No roads reach the mountain village. To get to Batad we hired a jeepney in Banue and rode an hour to a place called the saddle. At the saddle we disembarked and hiked another hour down steep rocky trails into the village.
Most of the villages in the area have no roads and can only be reached by walking hours — or days.
It’s well worth the effort.
I’m enamoured by this place.
The rice terraces are a tribute to human engineering and endurance. They were slowly carved by hand from jagged mountainside using stone tools over two millennia ago. The Ifugao people still farm the terraces the same way they did when they were first built built and flood them using the same system of stone aqueducts that their ancestors built.
During the harvest season the community will take to the fields and chant the Epic HudHud of the Ifugao , which is an epic story with 40 episodes that takes three to four days to complete. I haven’t heard it yet, but I imagine the sound of the HudHud filling the valley as all the farmers chant in unison for several days.
The Ifugao culture — like many rural tribal cultures around the world — is slowly being eroded as television creeps in and young people move to the city in search of jobs and the excitement promised by television shows. Because of this, the number of farmers in the terraces has been steadily declining and the chant of the HudHud is becoming weaker every year.
We spent the day hiking the hills around the village and visiting a waterfall. Afterward I sat at a restaurant overlooking the terraces to wait for my friends, who had taken a stroll through the village. That was when I met Rita.
She told me about her life in the village.

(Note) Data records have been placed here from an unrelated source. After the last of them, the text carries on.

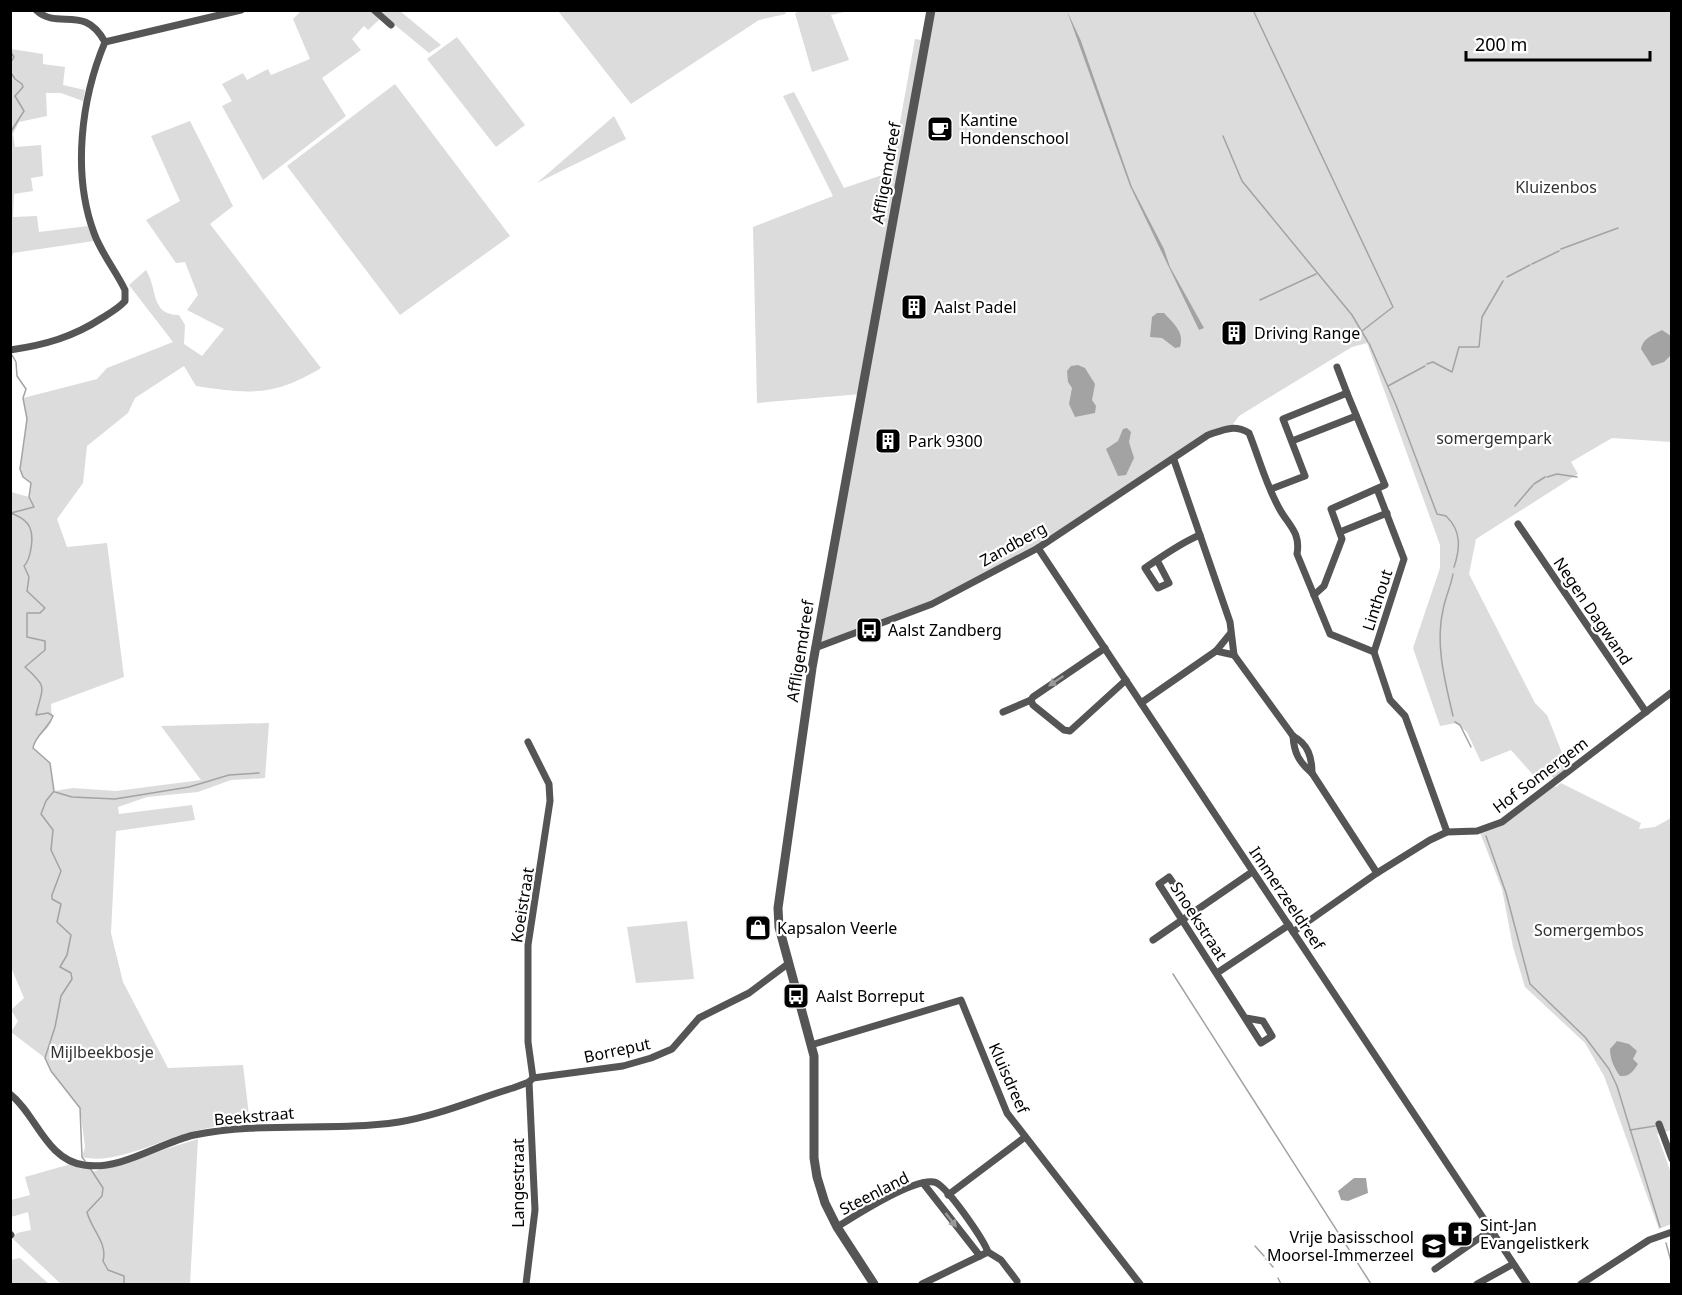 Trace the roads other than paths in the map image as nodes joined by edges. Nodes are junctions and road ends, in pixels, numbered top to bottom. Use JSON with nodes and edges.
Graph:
{"nodes":[{"id":1,"x":36,"y":10,"type":"edge"},
{"id":2,"x":241,"y":10,"type":"edge"},
{"id":3,"x":374,"y":10,"type":"edge"},
{"id":4,"x":931,"y":10,"type":"edge"},
{"id":5,"x":391,"y":25,"type":"dead end"},
{"id":6,"x":105,"y":42,"type":"junction"},
{"id":7,"x":10,"y":350,"type":"edge"},
{"id":8,"x":1337,"y":367,"type":"dead end"},
{"id":9,"x":1347,"y":393,"type":"junction"},
{"id":10,"x":1356,"y":416,"type":"junction"},
{"id":11,"x":1292,"y":441,"type":"junction"},
{"id":12,"x":1174,"y":460,"type":"junction"},
{"id":13,"x":1271,"y":489,"type":"junction"},
{"id":14,"x":1377,"y":489,"type":"junction"},
{"id":15,"x":1387,"y":513,"type":"junction"},
{"id":16,"x":1518,"y":524,"type":"dead end"},
{"id":17,"x":1340,"y":532,"type":"junction"},
{"id":18,"x":1200,"y":535,"type":"junction"},
{"id":19,"x":1038,"y":548,"type":"junction"},
{"id":20,"x":1157,"y":560,"type":"dead end"},
{"id":21,"x":1314,"y":595,"type":"junction"},
{"id":22,"x":1230,"y":634,"type":"junction"},
{"id":23,"x":815,"y":648,"type":"junction"},
{"id":24,"x":1105,"y":648,"type":"junction"},
{"id":25,"x":1216,"y":651,"type":"junction"},
{"id":26,"x":1374,"y":652,"type":"junction"},
{"id":27,"x":1234,"y":655,"type":"junction"},
{"id":28,"x":1126,"y":680,"type":"junction"},
{"id":29,"x":1671,"y":692,"type":"edge"},
{"id":30,"x":1031,"y":700,"type":"junction"},
{"id":31,"x":1141,"y":703,"type":"junction"},
{"id":32,"x":1003,"y":712,"type":"dead end"},
{"id":33,"x":1646,"y":712,"type":"junction"},
{"id":34,"x":1293,"y":736,"type":"junction"},
{"id":35,"x":528,"y":742,"type":"dead end"},
{"id":36,"x":1312,"y":773,"type":"junction"},
{"id":37,"x":1447,"y":832,"type":"junction"},
{"id":38,"x":1252,"y":872,"type":"junction"},
{"id":39,"x":1377,"y":873,"type":"junction"},
{"id":40,"x":1192,"y":911,"type":"junction"},
{"id":41,"x":1181,"y":919,"type":"junction"},
{"id":42,"x":1291,"y":929,"type":"junction"},
{"id":43,"x":1153,"y":940,"type":"dead end"},
{"id":44,"x":789,"y":963,"type":"junction"},
{"id":45,"x":1217,"y":973,"type":"junction"},
{"id":46,"x":1246,"y":1018,"type":"dead end"},
{"id":47,"x":811,"y":1045,"type":"junction"},
{"id":48,"x":531,"y":1080,"type":"junction"},
{"id":49,"x":10,"y":1094,"type":"edge"},
{"id":50,"x":1660,"y":1126,"type":"dead end"},
{"id":51,"x":1025,"y":1137,"type":"junction"},
{"id":52,"x":1671,"y":1159,"type":"edge"},
{"id":53,"x":923,"y":1183,"type":"junction"},
{"id":54,"x":948,"y":1195,"type":"junction"},
{"id":55,"x":837,"y":1227,"type":"junction"},
{"id":56,"x":1491,"y":1230,"type":"junction"},
{"id":57,"x":1671,"y":1232,"type":"edge"},
{"id":58,"x":988,"y":1251,"type":"junction"},
{"id":59,"x":980,"y":1256,"type":"junction"},
{"id":60,"x":1513,"y":1264,"type":"junction"},
{"id":61,"x":1435,"y":1269,"type":"dead end"},
{"id":62,"x":1017,"y":1281,"type":"dead end"},
{"id":63,"x":526,"y":1284,"type":"edge"},
{"id":64,"x":874,"y":1284,"type":"edge"},
{"id":65,"x":922,"y":1284,"type":"edge"},
{"id":66,"x":1140,"y":1284,"type":"edge"},
{"id":67,"x":1477,"y":1284,"type":"edge"},
{"id":68,"x":1527,"y":1284,"type":"edge"},
{"id":69,"x":1581,"y":1284,"type":"edge"}],
"edges":[{"from":1,"to":6,"type":"street"},
{"from":2,"to":6,"type":"street"},
{"from":3,"to":5,"type":"street"},
{"from":4,"to":23,"type":"street","name":"Affligemdreef"},
{"from":6,"to":7,"type":"street"},
{"from":8,"to":9,"type":"street","name":"Linthout"},
{"from":9,"to":10,"type":"street","name":"Linthout"},
{"from":9,"to":11,"type":"street"},
{"from":10,"to":11,"type":"street"},
{"from":10,"to":14,"type":"street","name":"Linthout"},
{"from":11,"to":13,"type":"street"},
{"from":12,"to":13,"type":"street","name":"Zandberg"},
{"from":12,"to":18,"type":"street"},
{"from":12,"to":19,"type":"street","name":"Zandberg"},
{"from":13,"to":21,"type":"street"},
{"from":14,"to":15,"type":"street","name":"Linthout"},
{"from":14,"to":17,"type":"street"},
{"from":15,"to":17,"type":"street"},
{"from":15,"to":26,"type":"street","name":"Linthout"},
{"from":16,"to":33,"type":"street","name":"Negen Dagwand"},
{"from":17,"to":21,"type":"street"},
{"from":18,"to":20,"type":"street"},
{"from":18,"to":22,"type":"street"},
{"from":19,"to":23,"type":"street","name":"Zandberg"},
{"from":19,"to":24,"type":"street","name":"Immerzeeldreef"},
{"from":21,"to":26,"type":"street"},
{"from":22,"to":25,"type":"street"},
{"from":22,"to":27,"type":"street"},
{"from":23,"to":44,"type":"street","name":"Affligemdreef"},
{"from":24,"to":28,"type":"street","name":"Immerzeeldreef"},
{"from":24,"to":30,"type":"street","one_way":true},
{"from":25,"to":27,"type":"street"},
{"from":25,"to":31,"type":"street"},
{"from":26,"to":37,"type":"street"},
{"from":27,"to":34,"type":"street"},
{"from":28,"to":30,"type":"street"},
{"from":28,"to":31,"type":"street","name":"Immerzeeldreef"},
{"from":29,"to":33,"type":"street","name":"Hof Somergem"},
{"from":30,"to":32,"type":"street"},
{"from":31,"to":38,"type":"street","name":"Immerzeeldreef"},
{"from":33,"to":37,"type":"street","name":"Hof Somergem"},
{"from":34,"to":36,"type":"street"},
{"from":34,"to":36,"type":"street"},
{"from":35,"to":48,"type":"street","name":"Koeistraat"},
{"from":36,"to":39,"type":"street"},
{"from":37,"to":39,"type":"street","name":"Hof Somergem"},
{"from":38,"to":40,"type":"street"},
{"from":38,"to":42,"type":"street","name":"Immerzeeldreef"},
{"from":39,"to":42,"type":"street","name":"Hof Somergem"},
{"from":40,"to":41,"type":"street"},
{"from":40,"to":41,"type":"street","name":"Snoekstraat"},
{"from":41,"to":43,"type":"street"},
{"from":41,"to":45,"type":"street","name":"Snoekstraat"},
{"from":42,"to":45,"type":"street","name":"Hof Somergem"},
{"from":42,"to":56,"type":"street","name":"Immerzeeldreef"},
{"from":44,"to":47,"type":"street","name":"Affligemdreef"},
{"from":44,"to":48,"type":"street","name":"Borreput"},
{"from":45,"to":46,"type":"street","name":"Snoekstraat"},
{"from":47,"to":51,"type":"street","name":"Kluisdreef"},
{"from":47,"to":55,"type":"street","name":"Affligemdreef"},
{"from":48,"to":49,"type":"street","name":"Beekstraat"},
{"from":48,"to":63,"type":"street","name":"Langestraat"},
{"from":50,"to":52,"type":"street"},
{"from":51,"to":54,"type":"street"},
{"from":51,"to":66,"type":"street","name":"Kluisdreef"},
{"from":53,"to":54,"type":"street","name":"Steenland"},
{"from":53,"to":55,"type":"street","name":"Steenland"},
{"from":53,"to":59,"type":"street","name":"Steenland","one_way":true},
{"from":54,"to":58,"type":"street","name":"Steenland"},
{"from":55,"to":64,"type":"street","name":"Affligemdreef"},
{"from":56,"to":60,"type":"street","name":"Immerzeeldreef"},
{"from":56,"to":61,"type":"street"},
{"from":57,"to":69,"type":"street"},
{"from":58,"to":59,"type":"street"},
{"from":58,"to":62,"type":"street","name":"Steenland"},
{"from":59,"to":65,"type":"street"},
{"from":60,"to":67,"type":"street"},
{"from":60,"to":68,"type":"street","name":"Immerzeeldreef"}]}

After speaking for some time, Rita suddenly disappeared into her house and returned with a tattered scholarly article written by an anthropologist many years earlier. It explained that Rita was the last living practitioner of the traditional Ifugao weaving process. The document include photos of Rita harvesting vines from the jungle, stripping the fibres, spinning them into thread, and then weaving them into cloth on a simple handmade loom.
I asked Rita how old she was.
She replied that she didn’t know because at the time she was born her tribe didn’t keep track such things.
I asked her if she had taught anyone else her weaving method since the article had been written.
She told me that she had taught a man close to her age who lived in the next village over, and laughed heartily as she explained how terrible he was at it, obviously relishing her own mastery of her craft.
Then she told me that she had given up weaving because it made her hands hurt too much.
My friends returned and Rita allowed me to take her photo before we began climbing the steep dirt path toward the potholed dirt road where we’d flag down the next passing bus.
As we climbed the trail between the rows of traditional Ifugao thatched huts jutting from the mountainside, I noticed that between them hung laundry lines adorned with jeans and basketball jerseys. We passed a group of teenagers huddled excitedly around a single cellphone, and I was gripped by an unsettling certainty that I had just witnessed some kind of vague injustice that had no definable perpetrator and of which no one seemed to feel they were a victim.